3. Results and discussion

For the purpose of identifying the possible sources of FLP, we divide this study into two parts. We first analyze the role of the contact-channel interface and then the role of the gate-channel interface as illustrated in schematic figure 1.

3.1. Impact of metal-MoS2 interface

We first analyze the contact-channel interface by comparing the transfer characteristics of a transferred contact device and E-beam deposited contact device, shown in figure 3. We observe that for the same gate voltage, the transferred contact drives a hole current with a maximum p-ION of 5 nA μm−1 while the E-beam fabricated contact is observed to have unipolar conduction with a maximum p-ION of 10 pA μm−1. There is a 105 modulation between the minimum and maximum p-ION in the case of the transferred contact as opposed to a modulation of 101 in the case of E-beam deposited contacts. On the positive gate bias side, there is a slight reduction of current for the transferred contact.

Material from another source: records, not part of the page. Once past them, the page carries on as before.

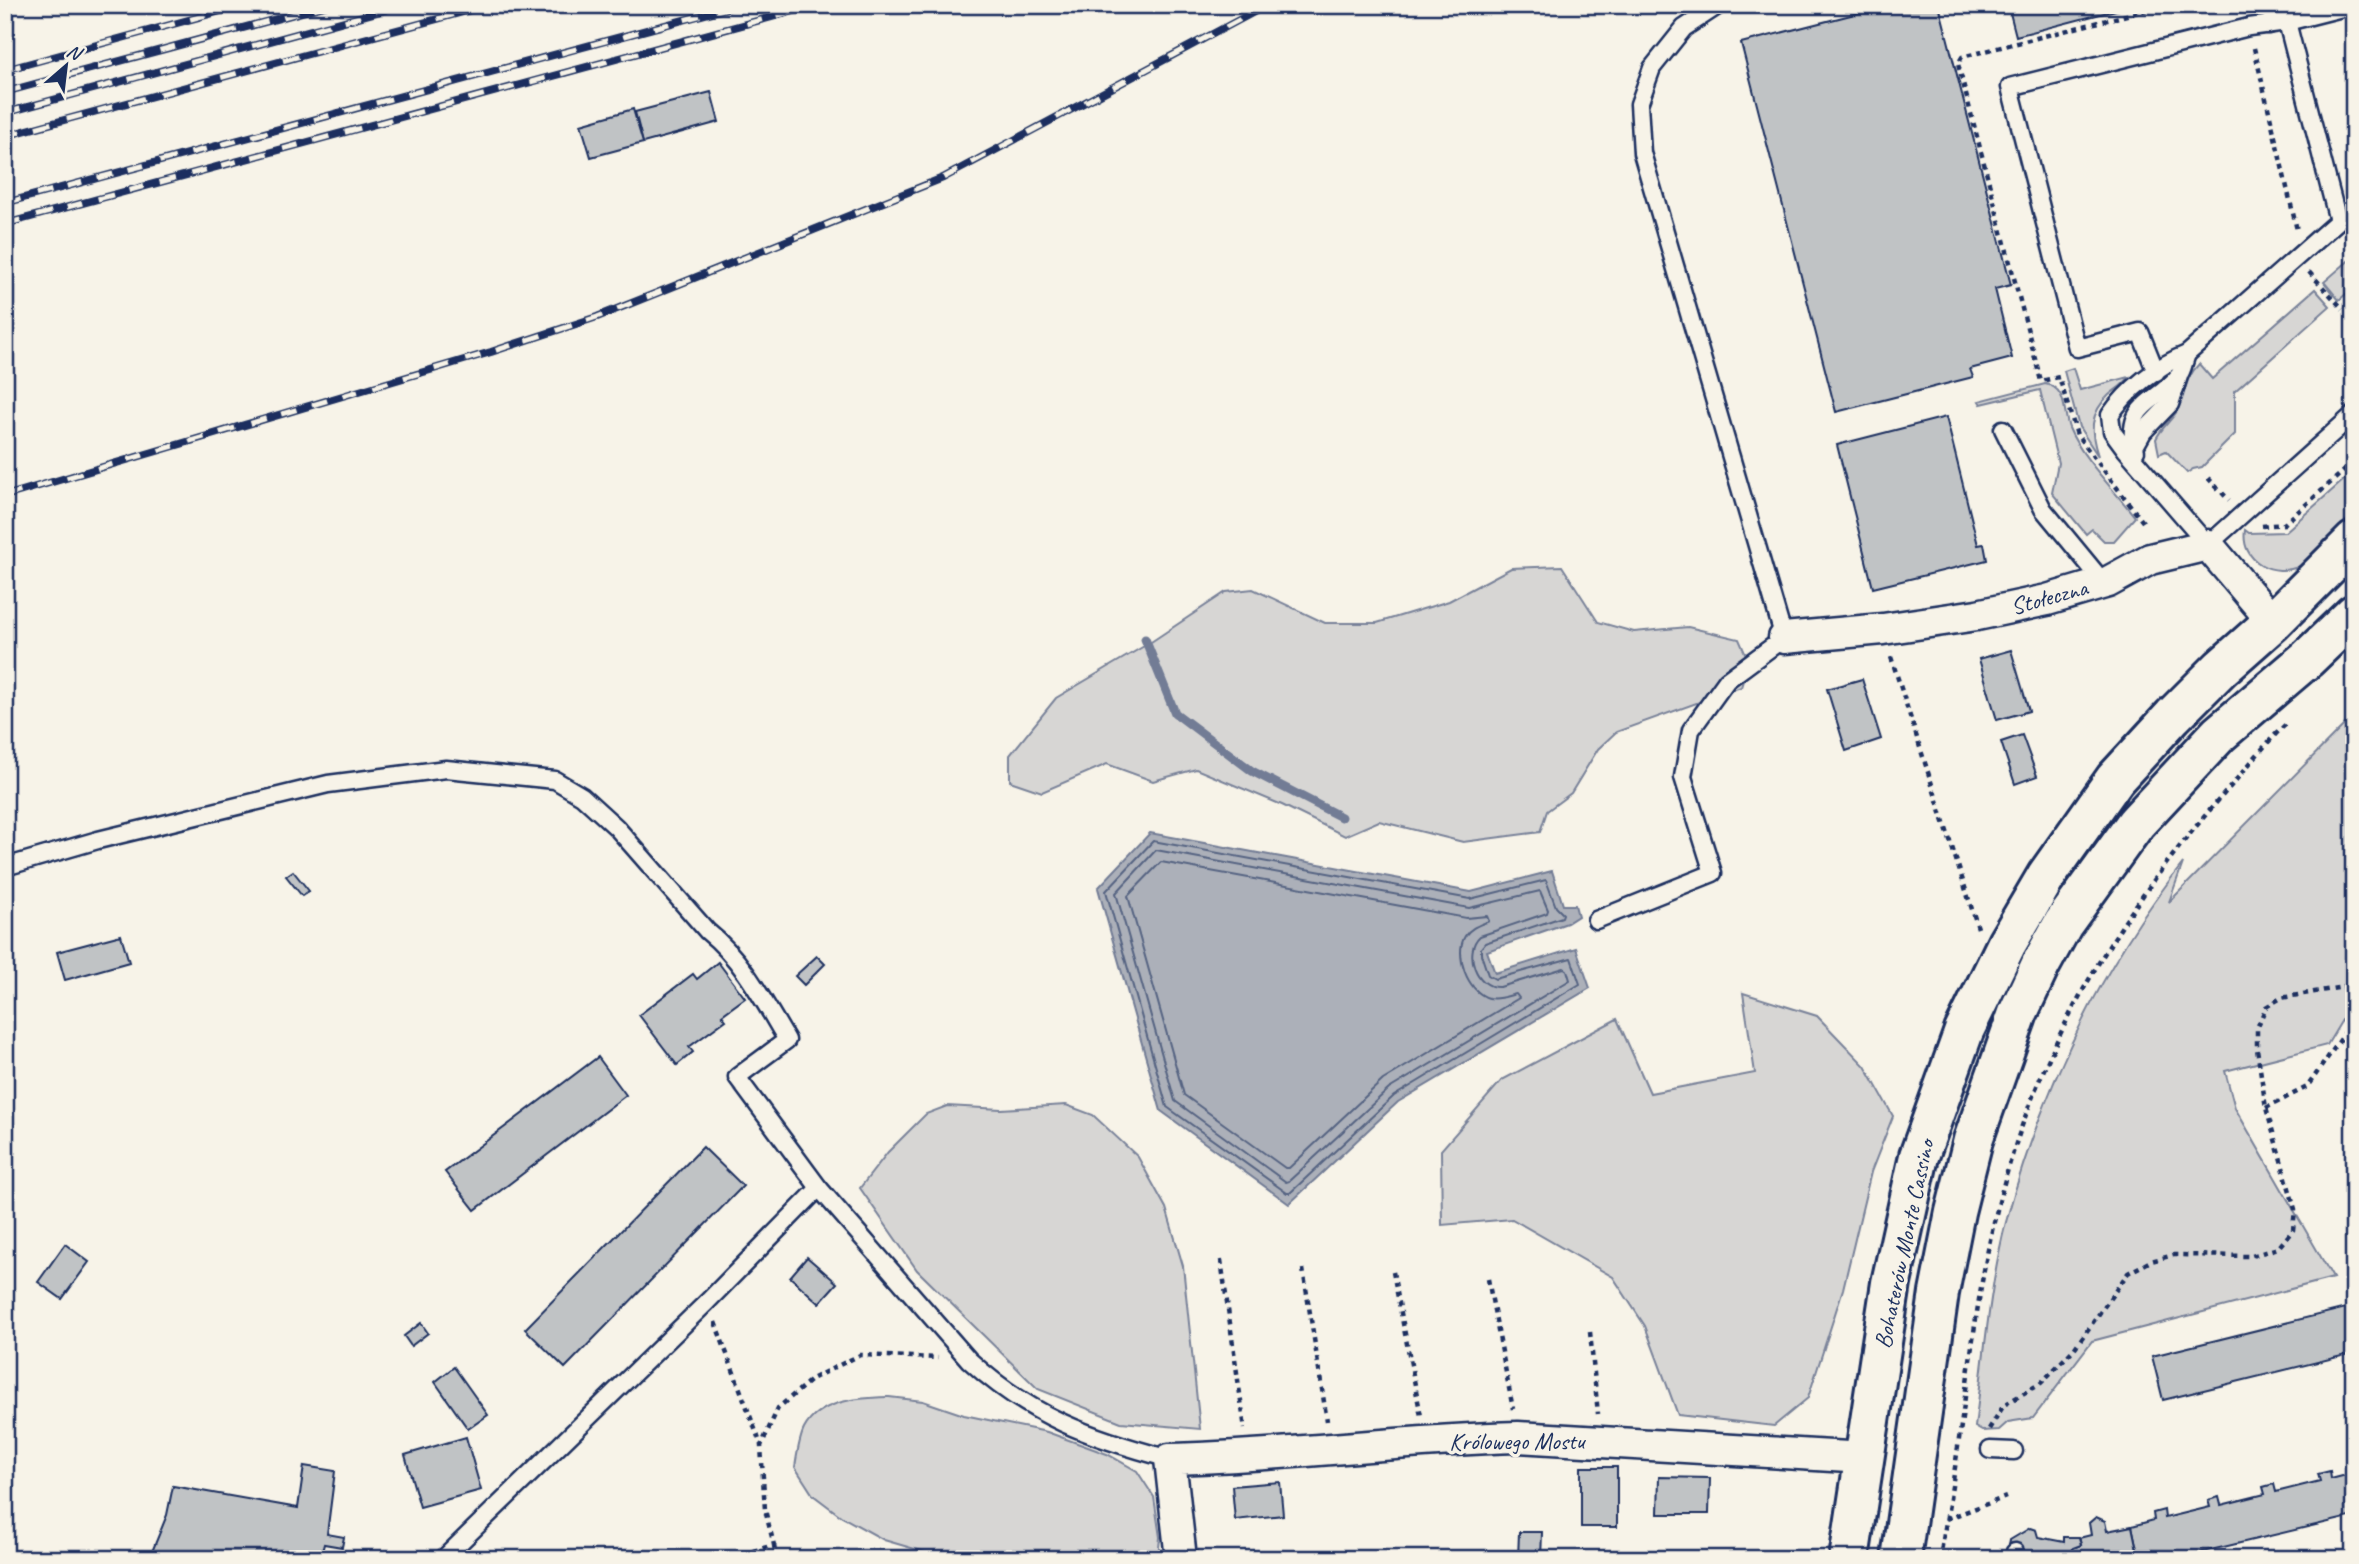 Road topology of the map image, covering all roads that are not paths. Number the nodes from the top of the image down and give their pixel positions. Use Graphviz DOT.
graph roads {
  1 [pos="1719,5"];
  2 [pos="2354,5"];
  3 [pos="2283,10"];
  4 [pos="2187,354"];
  5 [pos="2156,372"];
  6 [pos="2354,414"];
  7 [pos="2003,429"];
  8 [pos="2140,467"];
  9 [pos="2354,541"];
  10 [pos="2208,545"];
  11 [pos="2104,583"];
  12 [pos="2354,614"];
  13 [pos="2273,622"];
  14 [pos="1784,638"];
  15 [pos="2306,659"];
  16 [pos="5,867"];
  17 [pos="1595,920"];
  18 [pos="819,1188"];
  19 [pos="1891,1283"];
  20 [pos="1939,1293"];
  21 [pos="1988,1443"];
  22 [pos="2014,1451"];
  23 [pos="1865,1458"];
  24 [pos="1170,1459"];
  25 [pos="443,1559"];
  26 [pos="1181,1559"];
  27 [pos="1849,1559"];
  28 [pos="1901,1559"];
  1 -- 14 [label="lane"];
  2 -- 3 [label="lane"];
  3 -- 4 [label="lane"];
  3 -- 5 [label="lane"];
  4 -- 5 [label="lane"];
  4 -- 8 [label="lane"];
  5 -- 8 [label="lane"];
  6 -- 10 [label="lane"];
  7 -- 11 [label="lane"];
  8 -- 10 [label="lane"];
  9 -- 13 [label="street, Bohaterów Monte Cassino"];
  10 -- 11 [label="street, Stołeczna"];
  10 -- 13 [label="street"];
  11 -- 14 [label="street, Stołeczna"];
  12 -- 15 [label="street, Bohaterów Monte Cassino"];
  13 -- 15 [label="street"];
  13 -- 19 [label="street, Bohaterów Monte Cassino"];
  14 -- 17 [label="lane"];
  15 -- 20 [label="street, Bohaterów Monte Cassino"];
  16 -- 18 [label="lane"];
  18 -- 24 [label="lane"];
  18 -- 25 [label="lane"];
  19 -- 20 [label="street"];
  19 -- 23 [label="street, Bohaterów Monte Cassino"];
  20 -- 28 [label="street, Bohaterów Monte Cassino"];
  21 -- 22 [label="lane"];
  23 -- 24 [label="street, Królowego Mostu"];
  23 -- 27 [label="street, Bohaterów Monte Cassino"];
  24 -- 26 [label="street"];
}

This could be due to different channel lengths (transferred contacts LCH: 9 μm; Ebeam deposited contacts LCH: 7.5 μm) for the two devices. One can see that E-beam deposited contacts device shows a very negative threshold voltage and no significant hole current even at −50 V gate bias. This clearly indicates that the metal evaporation process and residues/oxidation from resist processing seriously affects the properties of the MoS2 layer, pinning the Fermi level to a fixed point near the conduction band [12]. It has been previously observed that when graphene is adsorbed on Ni, the work function of the whole contact stack reduces, which is caused by charge transfer from Ni to the graphene layer resulting in a measured work function of 4.95 eV for the Ni–Gr contact interface [23]. When such a hetero-contact stack is placed on MoS2, the Fermi level can be assumed to be positioned roughly in the midgap of MoS2, resulting in a reduced SBH for hole injection. Thus, when a metal-graphene heterostack is used as a contact to MoS2, there is a shift of the threshold voltage to more positive values and we are able to access the required overdrive to see significant hole conduction, without an oxide breakdown.

Figure 3.

Figure 3. Transfer characteristics comparison between transferred contact and E-beam fabricated contact for a similar thickness flake. We can clearly see that the transferred contact can drive a hole current while the E-beam fabricated contact is unable to do so for the same gate voltage range.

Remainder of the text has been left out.